What kind of autism specialist gives that sort of advice? Shock

Anyway. Flame away but my 6 year old who has autism and learning disabilities still has a dummy at night time. He wouldn’t sleep without it. He has 6 monthly dental check ups and never had any issues with his teeth at all (and he’s lost lots of baby teeth). I don’t tell the dentist he still has a dummy.

For me there are far bigger things to worry about.

My non special needs 16 year old had a dummy until she was about 8 (and then just gave it up herself) and she has never had any teeth issues either.

It’s not as clear cut as dummy equal teeth problems. 4 is still very little, especially for a child with special needs. If it makes yours and his life easier right now I wouldn’t beat yourself up over it.

Fairylea · 29/11/2018 12:58

Sorry I’ve just cross posted with you saying that the dentist has said it’s affecting his teeth. In that case all you can do is try to gradually wean him off it, it’s very difficult!

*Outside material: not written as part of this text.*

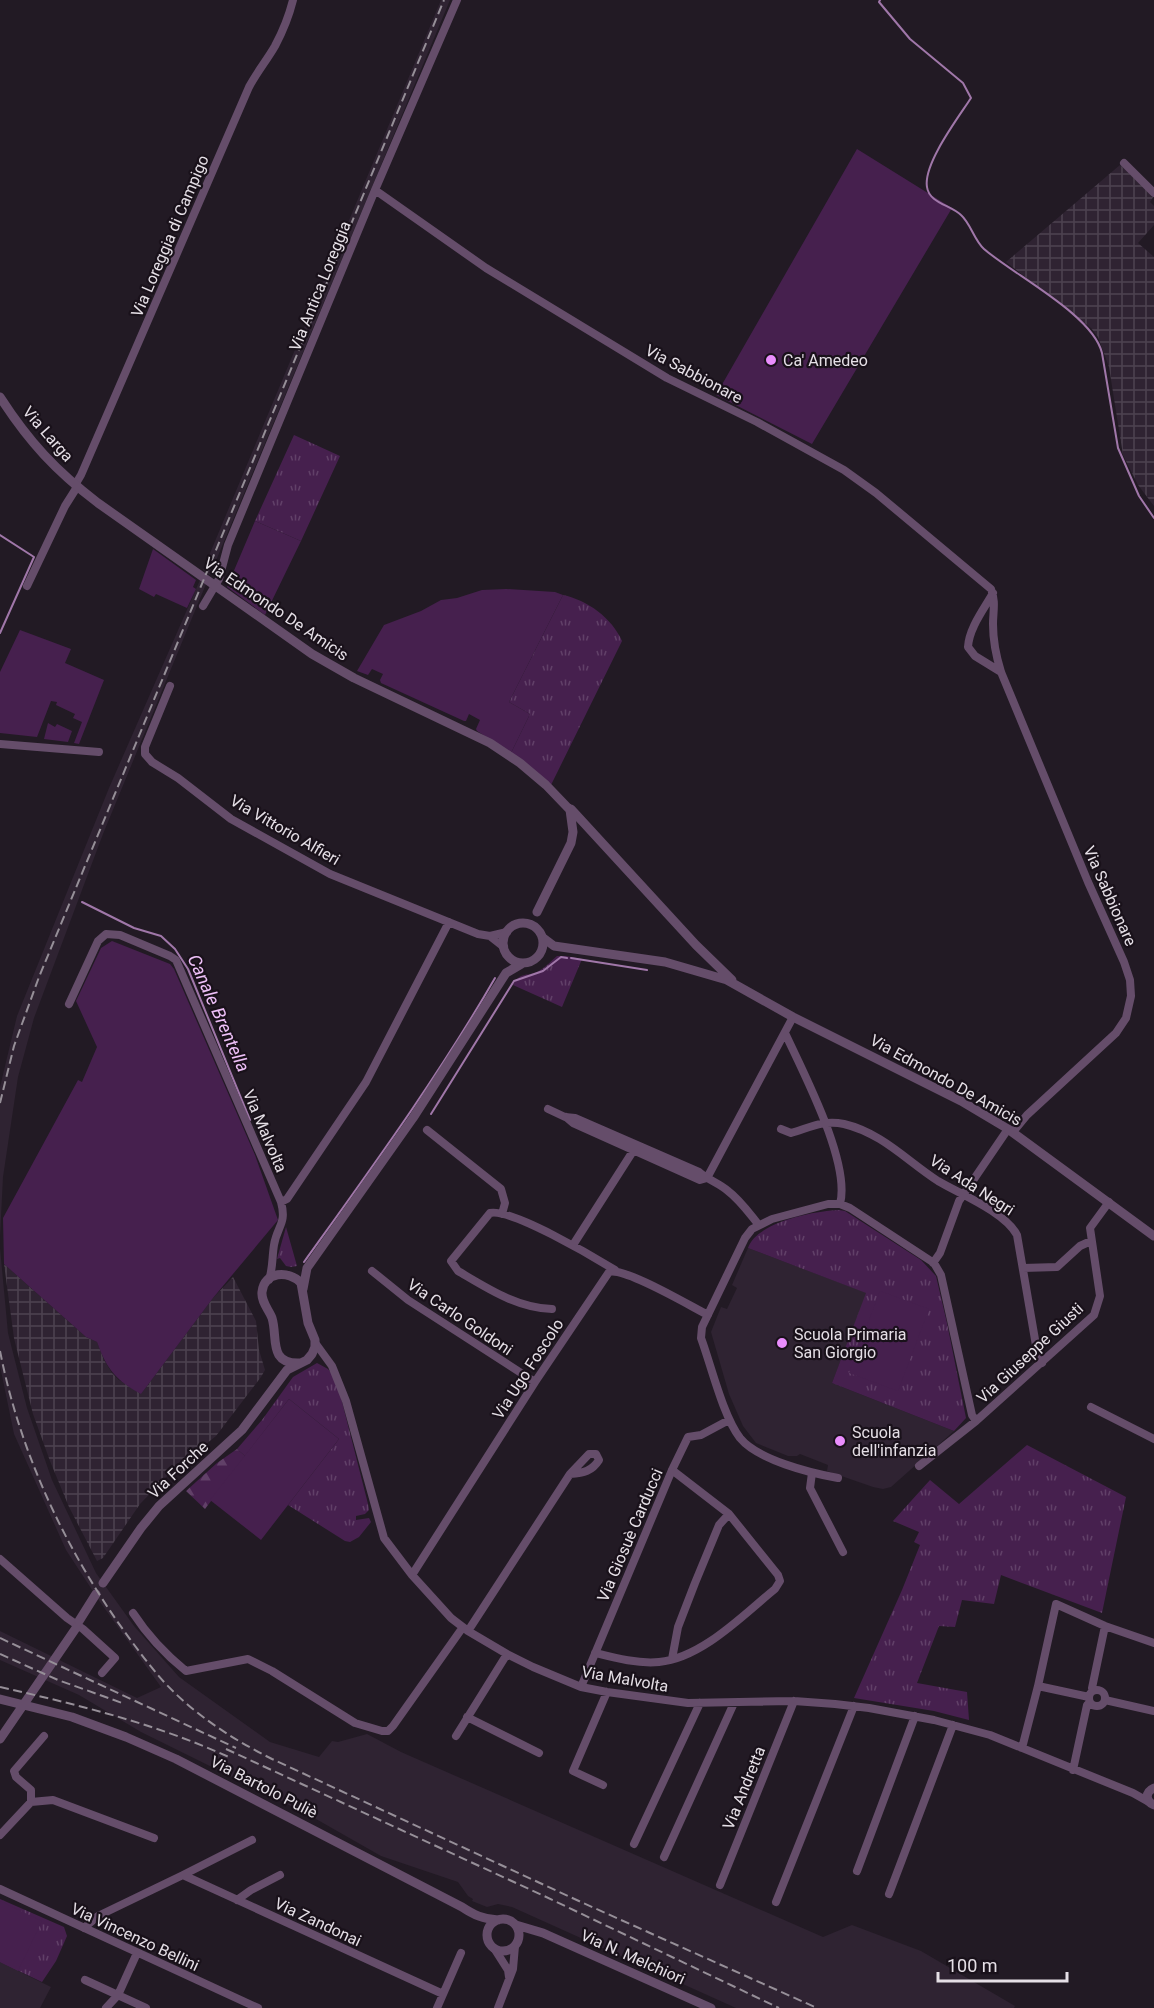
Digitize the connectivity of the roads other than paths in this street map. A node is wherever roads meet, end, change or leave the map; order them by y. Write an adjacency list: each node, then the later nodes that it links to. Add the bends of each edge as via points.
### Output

shouting · 29/11/2018 14:18

Thanks for your experience fairylea. I'd happily let him grow out of it naturally, but yes the dentist could tell he has a dummy without me even telling him Blush

I think I have a bit of time to wean him off, as my DD didn't start to lose her baby teeth until she was 6, and I imagine DS will be the same or later (he was very late to get his baby teeth).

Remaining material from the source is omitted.